Another manner of affecting the ability to bend is the placement of one or more support members 25 within the rod 20. The flexural rigidity of the members 25

determined by the modulus of elasticity and the moment of inertia of a member cross section may be used to further adjust the overall structural characteristics of the device 10. One example of a vertebral rod with various bending stiffness is disclosed in U.S. Patent Application Serial No. 11/ 342,195 entitled "Spinal Rods Having Different Flexural Rigidities about Different Axes and Methods of Use", filed on January 27, 2006, hereby incorporated by reference.

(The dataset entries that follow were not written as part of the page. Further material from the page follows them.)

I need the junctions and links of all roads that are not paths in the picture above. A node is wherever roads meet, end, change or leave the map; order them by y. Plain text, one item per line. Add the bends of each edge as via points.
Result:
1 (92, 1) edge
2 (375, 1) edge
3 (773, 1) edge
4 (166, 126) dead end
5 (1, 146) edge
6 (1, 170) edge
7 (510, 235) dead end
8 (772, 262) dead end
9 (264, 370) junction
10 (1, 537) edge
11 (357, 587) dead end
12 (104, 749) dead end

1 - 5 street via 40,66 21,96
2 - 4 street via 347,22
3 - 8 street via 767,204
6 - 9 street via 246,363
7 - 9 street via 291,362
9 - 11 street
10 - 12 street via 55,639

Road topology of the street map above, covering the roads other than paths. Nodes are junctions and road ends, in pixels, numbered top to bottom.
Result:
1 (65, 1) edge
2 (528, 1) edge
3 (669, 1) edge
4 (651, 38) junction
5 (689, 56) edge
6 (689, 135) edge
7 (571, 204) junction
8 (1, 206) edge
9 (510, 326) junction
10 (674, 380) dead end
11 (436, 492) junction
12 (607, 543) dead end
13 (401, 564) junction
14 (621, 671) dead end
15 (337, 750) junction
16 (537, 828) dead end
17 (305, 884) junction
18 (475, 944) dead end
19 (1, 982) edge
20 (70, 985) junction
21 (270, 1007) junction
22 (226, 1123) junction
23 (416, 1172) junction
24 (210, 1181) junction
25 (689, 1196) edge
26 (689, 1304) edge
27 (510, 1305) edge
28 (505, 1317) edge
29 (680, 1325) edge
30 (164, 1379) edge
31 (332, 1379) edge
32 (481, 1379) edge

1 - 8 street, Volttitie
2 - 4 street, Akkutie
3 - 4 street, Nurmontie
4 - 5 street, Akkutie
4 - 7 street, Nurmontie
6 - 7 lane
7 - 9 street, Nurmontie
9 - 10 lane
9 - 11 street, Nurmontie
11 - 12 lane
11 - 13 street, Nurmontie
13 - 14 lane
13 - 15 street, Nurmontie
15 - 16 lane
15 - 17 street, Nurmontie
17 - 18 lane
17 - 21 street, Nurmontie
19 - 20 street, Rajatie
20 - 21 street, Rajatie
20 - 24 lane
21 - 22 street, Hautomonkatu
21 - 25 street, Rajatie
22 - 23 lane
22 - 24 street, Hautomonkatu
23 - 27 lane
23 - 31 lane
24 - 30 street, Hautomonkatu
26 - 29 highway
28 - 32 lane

Fill material 40 is positioned within the notches 30 to strengthen the rod 20 and/or provide durability. The fill material 40 includes a modulus of elasticity or Young's Modulus that is less than the rod 20. Therefore, the strength and durability of the rod 20 with the fill material 40 is less than a non-notched rod 20. Fill material 40 may include a variety of different substances, including but not limited to carbon fiber, polycarbonates, silicone, polyetheretherketone, and combinations thereof.

Varying amounts of fill material 40 may be positioned within the notches 30. In embodiments as illustrated in Figures 1 and 5, fill material 40 substantially fills the notches 30. In another embodiment as illustrated in Figure 4 and 10, fill material 40 fills less than the entirety of the notches 30. In still other embodiments, fill material 40 fills and extends outward from the notches 30 as illustrated in Figure 11. Multiple notch embodiments may also include variations in the amount of fill material 40 in the various notches 30. In some multiple notch embodiments, one or more of the notches may not include fill material 40.

In one embodiment, during vertebral motion in a first direction, the body 20 is bent and one or more of the notches 30 are deformed and decreased in size. This deformation also causes fill material within these notches 30 to be deformed.

The devices and methods may be used to treat spinal deformities in the coronal plane, such as a scoliotic spine illustrated in Figure 2. The devices and methods may also be used to treat deformities in the sagittal plane, such as a kyphotic spine or Scheurmann's kyphosis. The devices may also be used to provide support to damaged vertebral members 100 and intervertebral discs that have been damaged from various causes including a specific event such as trauma, a degenerative condition, a tumor, or infection. In one embodiment, the device 10 is inserted into the patient in a percutaneous manner. The device 10 may be deformed into a shape that mirrors the spine's curvature. One embodiment includes accessing the spine from an anterior approach to the cervical

spine. Other applications contemplate other approaches, including posterior, posterolateral, antero-lateral and lateral approaches to the spine, and accessing other regions of the spine, including the cervical, thoracic, lumbar and/or sacral portions of the spine.

Spatially relative terms such as "under", "below", "lower", "over", "upper", and the like, are used for ease of description to explain the positioning of one element relative to a second element. These terms are intended to encompass different orientations of the device in addition to different orientations than those depicted in the figures. Further, terms such as "first", "second", and the like, are also used to describe various elements, regions, sections, etc and are also not intended to be limiting. Like terms refer to like elements throughout the description.

As used herein, the terms "having", "containing", "including", "comprising" and the like are open ended terms that indicate the presence of stated elements or features, but do not preclude additional elements or features. The articles "a", "an" and "the" are intended to include the plural as well as the singular, unless the context clearly indicates otherwise.

The present invention may be carried out in other specific ways than those herein set forth without departing from the scope and essential characteristics of the invention. The present embodiments are, therefore, to be considered in all respects as illustrative and not restrictive, and all changes coming within the meaning and equivalency range of the appended claims are intended to be embraced therein.